***** EXCERPTED RECORDS

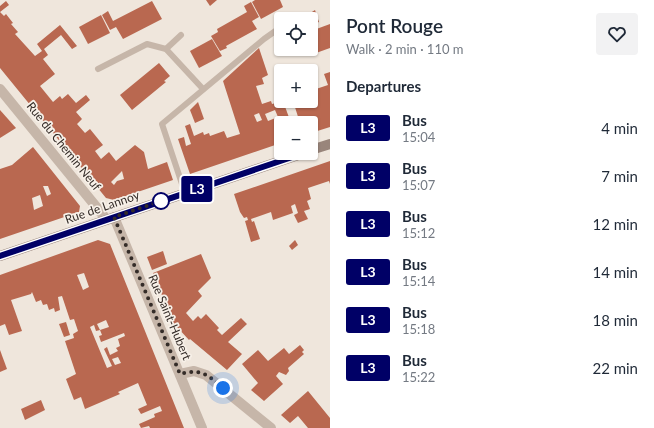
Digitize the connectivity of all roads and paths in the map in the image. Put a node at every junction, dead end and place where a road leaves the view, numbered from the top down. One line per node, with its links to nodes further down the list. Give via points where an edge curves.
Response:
1 (274, 33): 6 (lane)
2 (181, 35): 3 (lane)
3 (166, 49): 4 (lane, via 148,44); 6 (lane)
4 (98, 69)
5 (0, 89): 11 (street, Rue du Chemin Neuf)
6 (203, 90): 10 (lane, via 162,124)
7 (330, 144): 8 (main road)
8 (318, 148)
9 (283, 160): 10 (main road, Rue de Lannoy)
10 (184, 193): 11 (main road, Rue de Lannoy)
11 (110, 219): 12 (main road, Rue de Lannoy); 13 (street, Rue Saint-Hubert)
12 (0, 256)
13 (180, 374): 14 (street, Rue Saint-Hubert); 15 (street, via 194,371 206,375)
14 (202, 428)
15 (271, 428)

**********

◆ DIRECTIONS
When copying the entries, drop the images and keep every line exact.

◆ RESULT BELOW
Digitize the connectivity of all roads and paths in the map in the image. Put a node at every junction, dead end and place where a road leaves the view, numbered from the top down. One line per node, with its links to nodes further down the list. Give via points where an edge curves.
Response:
1 (274, 33): 6 (lane)
2 (181, 35): 3 (lane)
3 (166, 49): 4 (lane, via 148,44); 6 (lane)
4 (98, 69)
5 (0, 89): 11 (street, Rue du Chemin Neuf)
6 (203, 90): 10 (lane, via 162,124)
7 (330, 144): 8 (main road)
8 (318, 148)
9 (283, 160): 10 (main road, Rue de Lannoy)
10 (184, 193): 11 (main road, Rue de Lannoy)
11 (110, 219): 12 (main road, Rue de Lannoy); 13 (street, Rue Saint-Hubert)
12 (0, 256)
13 (180, 374): 14 (street, Rue Saint-Hubert); 15 (street, via 194,371 206,375)
14 (202, 428)
15 (271, 428)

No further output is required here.